Python Memory Management

One can think of computer's memory as an empty book intended for short stories. There is nothing written on pages yet. Eventually, different authors will come along. Each author wants some space to write their story in.

Since they aren't allowed to write over each other, they must be careful about which pages they write in. Before they begin writing, they consult the manager of the book. The manager then decides where in the book they are allowed to write.

Since this book is around for a long time, many of the stores in it are no longer relevant. When no one reads or references the stories, they are removed to make room for new stories.

In essence, computer memory is like that empty book. In fact, it is common to call fixed-length contiguous block of memory pages, so this analogy holds pretty well.

The authors are like different applications or processes that need to store data in memory. The manager, who decides where the authhors can write in the book, plays the role of memory manager of sorts. The persom who removed the old stories to make room for new stories is like the garbage collector.

From Hardware to Software

Memory management is the process by which applications read and write data. A memory manager determines where to put an application's data. Since there is fifnit chunk of memory, like the pages in our book analogy, the managner has to find some free space and provide it to application. This process of providing memory is generally called memory allocation.

On the flip side, when data is no longer needed, it is removed from memory. But freed to where ? Where did this memory come from ?

Somewhere in your computer, there is a physical device storing data when you are running your python programs. There are many layers of abstraction that the Python code goes through befire the object actually get to the hardware though.

Above the OS, there are applications one of which is default Python implementation. Memory management for your Python code is handled by the Python application. The algorithms and structures that the Python application uses for memory management is the focus of this article.

The Default Python Implementation

The default Python implementation, CPython, is actually written in C programming language.

When I first heard this, it blew my mind. I was like, "How can a programming language be written in another programming language ?"

The Python language is defined in a reference manual written in English. However, that manual isn't al. that useful by itself. You still need something to interpret written code based on the rules in the manual.

You also need something to actually execute interpreted code on a computer. The default Python implmentation, fulfills both those requirements. It converts your Python code into instructions that it then runs on the virtual machine.

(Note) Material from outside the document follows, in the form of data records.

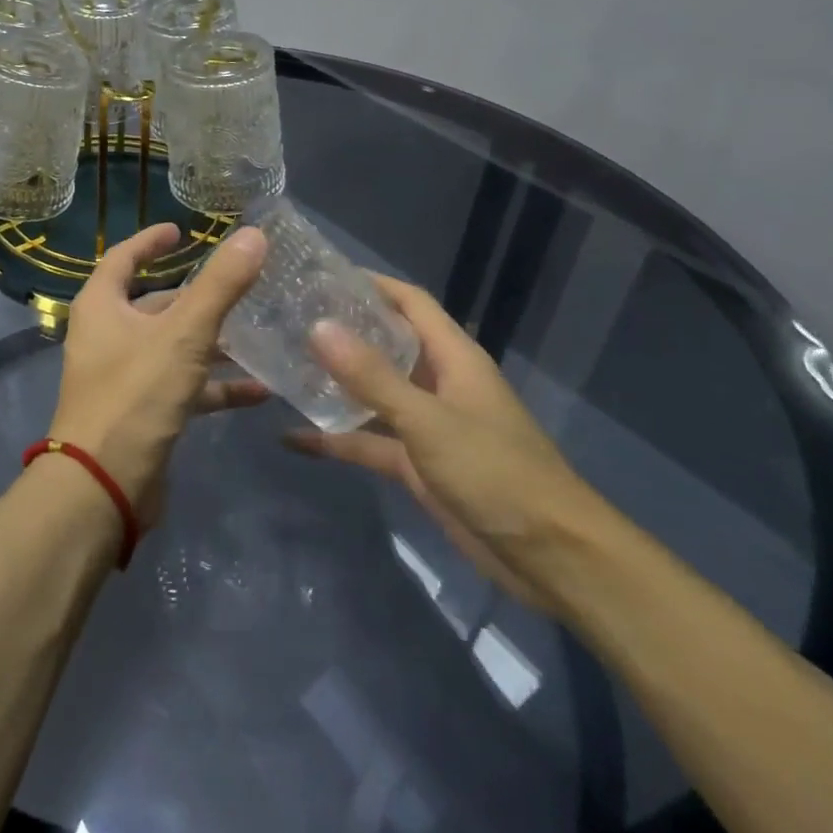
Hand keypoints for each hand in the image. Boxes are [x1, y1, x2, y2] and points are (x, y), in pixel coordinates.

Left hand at [50, 223, 267, 524]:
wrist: (103, 486)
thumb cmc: (135, 394)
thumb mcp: (184, 334)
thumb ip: (220, 285)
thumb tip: (254, 234)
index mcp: (102, 306)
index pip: (123, 257)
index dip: (151, 241)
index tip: (181, 231)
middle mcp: (107, 335)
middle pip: (154, 304)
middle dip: (196, 296)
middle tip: (239, 283)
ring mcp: (123, 376)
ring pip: (173, 347)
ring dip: (213, 342)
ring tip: (260, 334)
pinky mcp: (142, 412)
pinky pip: (183, 387)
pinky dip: (215, 386)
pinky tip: (259, 391)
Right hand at [288, 276, 603, 612]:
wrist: (550, 558)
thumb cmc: (496, 472)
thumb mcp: (429, 421)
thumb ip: (372, 376)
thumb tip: (318, 327)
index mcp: (453, 357)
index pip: (409, 302)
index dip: (371, 284)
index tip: (320, 274)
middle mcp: (438, 382)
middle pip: (386, 343)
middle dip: (343, 330)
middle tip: (289, 318)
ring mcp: (427, 424)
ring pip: (373, 392)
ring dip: (335, 382)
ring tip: (282, 365)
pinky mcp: (417, 464)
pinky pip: (369, 442)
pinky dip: (336, 440)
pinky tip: (292, 438)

Python is an interpreted programming language. Your Python code actually gets compiled tdown to more readable instructions called bytecode. These instructions get interpreted by the virtual machine when you run your code.

Have you ever seen a .pyc file ? That's the bytecode for your Python code that gets interpreted by the virtual machine.

It is important to note that there are implementations of other than CPython. IronPython compiles down to run on Microsoft's Common Language Runtime. Jython compiles down to run on Java Virtual Machine. PyPy is a just-in-time compiler for Python.

For the purposes of this article, we will focus on CPython.

Okay, so CPython is written in C, and it interprets Python bytecode. What does this have to do with memory management ? Well, memory management algorithms and structures exist in CPython code, in C. To understand the memory management of Python, you have to get basic understanding of CPython itself.

CPython is written in C, which does not natively support object-oriented programming. Because of that, there are quite a bit of interesting designs in CPython code.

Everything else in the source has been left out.